Les organisations soussignées sont également profondément préoccupées par la discrimination et la violence généralisées et systématiques fondées sur le sexe, la religion ou les convictions, l’ethnie, l’identité de genre et l’orientation sexuelle qui sont inscrites dans la législation, les politiques et les pratiques étatiques iraniennes et qui entravent gravement les activités civiles, politiques, économiques , les droits sociaux et culturels, comme en témoignent les comptes-rendus du Rapporteur spécial sur la situation des droits humains en Iran et du Secrétaire général des Nations Unies présentés à l’Assemblée générale des Nations Unies.
Les femmes sont confrontées à une discrimination ancrée dans la loi, notamment en matière de divorce, d’héritage et d’emploi. La violence sexiste à l’égard des femmes et des filles, y compris la violence domestique et les mariages précoces et forcés, n’a pas été criminalisée. Les autorités ont intensifié leur répression contre les défenseuses des droits des femmes qui ont fait campagne contre les lois discriminatoires sur le voile obligatoire et ont condamné certaines à la prison et à la flagellation.
Les minorités ethniques, notamment les Arabes ahwazis, les Turcs azerbaïdjanais, les Baloutches, les Kurdes et les Turkmènes, continuent de faire l’objet d’une discrimination bien établie.
La liberté de religion ou de conviction est systématiquement violée par la loi et la pratique et les minorités religieuses, y compris les bahaïs, les convertis chrétiens, les derviches gonabadi, les juifs, les Yaresan (Ahl-e Haq) et les musulmans sunnites sont systématiquement victimes de discrimination.
Malgré les appels répétés non seulement de nos organisations, mais aussi des organes conventionnels des Nations Unies, des procédures spéciales, du Secrétaire général des Nations Unies ainsi que de nombreux États dans le cadre de l’Examen périodique universel, les autorités iraniennes n’ont pas pris de mesures concrètes pour répondre à ces préoccupations en matière de droits de la personne.
Le projet de résolution A / C.3 / 74 / L.27 donne à l’Assemblée générale l’occasion de soulever de graves préoccupations et de condamner publiquement la grave situation des droits humains dans le pays. La résolution appelle l’Iran à « lancer un processus complet de responsabilisation en réponse à tous les cas de violations des droits humains, y compris les allégations de recours excessif à la force contre des manifestants pacifiques » et propose des recommandations clés pour des réformes des droits humains attendues depuis longtemps, conformément aux nombreuses recommandations formulées par les organes des droits humains des Nations Unies.
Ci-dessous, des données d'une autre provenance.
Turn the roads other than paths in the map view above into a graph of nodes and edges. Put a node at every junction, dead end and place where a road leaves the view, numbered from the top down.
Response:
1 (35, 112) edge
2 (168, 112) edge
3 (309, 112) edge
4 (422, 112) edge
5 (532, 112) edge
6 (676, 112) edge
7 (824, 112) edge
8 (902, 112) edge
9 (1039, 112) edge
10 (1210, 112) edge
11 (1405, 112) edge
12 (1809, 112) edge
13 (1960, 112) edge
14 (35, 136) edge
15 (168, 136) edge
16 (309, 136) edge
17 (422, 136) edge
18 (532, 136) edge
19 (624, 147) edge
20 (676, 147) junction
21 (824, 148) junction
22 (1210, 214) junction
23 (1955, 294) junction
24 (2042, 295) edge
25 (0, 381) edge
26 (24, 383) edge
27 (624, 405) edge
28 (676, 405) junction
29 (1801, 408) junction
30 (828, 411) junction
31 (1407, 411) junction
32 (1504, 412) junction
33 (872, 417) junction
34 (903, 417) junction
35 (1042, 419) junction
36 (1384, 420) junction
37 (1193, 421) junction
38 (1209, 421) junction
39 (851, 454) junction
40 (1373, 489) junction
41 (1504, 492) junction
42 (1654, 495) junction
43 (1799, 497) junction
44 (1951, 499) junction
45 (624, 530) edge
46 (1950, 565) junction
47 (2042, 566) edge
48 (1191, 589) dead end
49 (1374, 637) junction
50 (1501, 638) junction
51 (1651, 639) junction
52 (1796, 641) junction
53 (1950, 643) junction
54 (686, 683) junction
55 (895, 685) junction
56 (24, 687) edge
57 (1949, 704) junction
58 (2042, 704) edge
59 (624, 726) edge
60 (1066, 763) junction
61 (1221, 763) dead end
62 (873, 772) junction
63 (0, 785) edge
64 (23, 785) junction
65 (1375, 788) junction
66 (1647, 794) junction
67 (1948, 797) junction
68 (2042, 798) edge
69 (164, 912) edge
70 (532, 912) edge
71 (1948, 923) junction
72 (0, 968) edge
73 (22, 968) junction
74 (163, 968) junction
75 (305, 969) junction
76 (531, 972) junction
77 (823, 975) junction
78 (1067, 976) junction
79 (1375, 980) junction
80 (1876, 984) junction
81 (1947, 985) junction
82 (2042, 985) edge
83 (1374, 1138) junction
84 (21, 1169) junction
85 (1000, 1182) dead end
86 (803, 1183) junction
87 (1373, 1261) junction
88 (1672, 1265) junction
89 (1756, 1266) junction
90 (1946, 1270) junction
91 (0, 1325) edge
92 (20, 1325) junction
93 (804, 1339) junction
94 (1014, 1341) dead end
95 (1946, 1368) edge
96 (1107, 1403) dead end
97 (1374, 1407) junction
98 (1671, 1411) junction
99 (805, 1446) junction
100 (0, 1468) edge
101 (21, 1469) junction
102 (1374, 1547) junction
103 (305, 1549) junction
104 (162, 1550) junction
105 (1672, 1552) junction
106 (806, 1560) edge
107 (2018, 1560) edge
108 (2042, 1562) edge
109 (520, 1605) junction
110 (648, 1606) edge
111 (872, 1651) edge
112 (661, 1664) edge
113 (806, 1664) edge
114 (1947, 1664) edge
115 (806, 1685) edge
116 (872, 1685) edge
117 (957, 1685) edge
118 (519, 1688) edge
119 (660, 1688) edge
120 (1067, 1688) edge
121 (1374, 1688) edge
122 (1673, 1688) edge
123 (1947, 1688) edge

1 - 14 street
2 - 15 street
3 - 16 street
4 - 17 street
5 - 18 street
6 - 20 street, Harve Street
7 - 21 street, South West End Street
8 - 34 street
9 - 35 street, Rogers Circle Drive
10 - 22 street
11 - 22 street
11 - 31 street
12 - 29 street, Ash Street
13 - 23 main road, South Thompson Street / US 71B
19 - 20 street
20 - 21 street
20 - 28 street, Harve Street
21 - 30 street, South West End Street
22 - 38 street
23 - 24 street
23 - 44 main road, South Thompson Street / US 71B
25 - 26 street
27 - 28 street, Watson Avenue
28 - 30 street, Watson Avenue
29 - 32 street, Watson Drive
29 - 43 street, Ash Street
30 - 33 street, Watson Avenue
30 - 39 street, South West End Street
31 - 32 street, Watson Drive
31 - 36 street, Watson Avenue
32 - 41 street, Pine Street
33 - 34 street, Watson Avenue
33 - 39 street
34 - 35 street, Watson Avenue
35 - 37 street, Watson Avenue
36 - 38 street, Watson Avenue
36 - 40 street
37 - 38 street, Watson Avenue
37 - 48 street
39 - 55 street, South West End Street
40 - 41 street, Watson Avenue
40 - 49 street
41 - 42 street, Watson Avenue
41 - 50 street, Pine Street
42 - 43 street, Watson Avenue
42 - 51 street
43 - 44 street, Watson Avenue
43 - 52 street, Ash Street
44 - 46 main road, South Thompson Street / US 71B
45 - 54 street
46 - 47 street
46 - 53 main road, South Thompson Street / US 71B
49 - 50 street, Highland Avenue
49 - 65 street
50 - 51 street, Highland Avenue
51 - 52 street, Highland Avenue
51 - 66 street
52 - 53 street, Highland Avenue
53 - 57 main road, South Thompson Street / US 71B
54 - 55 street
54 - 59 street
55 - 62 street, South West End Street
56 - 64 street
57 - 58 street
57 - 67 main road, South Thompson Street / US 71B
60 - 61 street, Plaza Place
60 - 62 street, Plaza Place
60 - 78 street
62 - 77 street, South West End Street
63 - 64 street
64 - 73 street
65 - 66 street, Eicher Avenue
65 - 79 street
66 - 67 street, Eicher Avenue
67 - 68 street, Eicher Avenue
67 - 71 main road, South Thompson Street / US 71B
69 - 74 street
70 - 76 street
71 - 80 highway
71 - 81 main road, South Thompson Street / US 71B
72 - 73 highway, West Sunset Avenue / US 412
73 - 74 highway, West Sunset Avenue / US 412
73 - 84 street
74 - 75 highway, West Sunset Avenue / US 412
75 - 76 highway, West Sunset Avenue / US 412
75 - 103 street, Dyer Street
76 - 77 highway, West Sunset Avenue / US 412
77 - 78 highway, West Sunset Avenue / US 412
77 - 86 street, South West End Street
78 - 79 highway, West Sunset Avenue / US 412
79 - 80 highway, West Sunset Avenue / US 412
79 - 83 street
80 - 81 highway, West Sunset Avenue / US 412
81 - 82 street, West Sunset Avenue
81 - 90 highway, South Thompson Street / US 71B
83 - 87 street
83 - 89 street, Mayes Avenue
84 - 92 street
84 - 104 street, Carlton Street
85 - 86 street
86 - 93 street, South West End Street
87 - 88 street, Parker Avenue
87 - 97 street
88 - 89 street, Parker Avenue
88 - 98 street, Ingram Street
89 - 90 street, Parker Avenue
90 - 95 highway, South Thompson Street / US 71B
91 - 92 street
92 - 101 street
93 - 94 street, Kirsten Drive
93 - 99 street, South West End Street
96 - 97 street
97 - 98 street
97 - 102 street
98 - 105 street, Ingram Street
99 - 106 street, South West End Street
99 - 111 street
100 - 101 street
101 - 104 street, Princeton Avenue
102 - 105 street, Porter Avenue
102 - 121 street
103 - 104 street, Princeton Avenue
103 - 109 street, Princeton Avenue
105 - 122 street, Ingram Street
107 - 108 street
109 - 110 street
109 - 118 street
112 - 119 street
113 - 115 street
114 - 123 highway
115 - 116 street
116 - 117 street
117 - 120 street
En soutenant cette résolution, l’Assemblée générale des Nations Unies enverra un message fort aux autorités iraniennes que, en cette période de crise plus que jamais, le respect par l’Iran de ses obligations en matière de droits humains demeure une priorité pour la communauté internationale, et que des améliorations tangibles de la situation sont attendues.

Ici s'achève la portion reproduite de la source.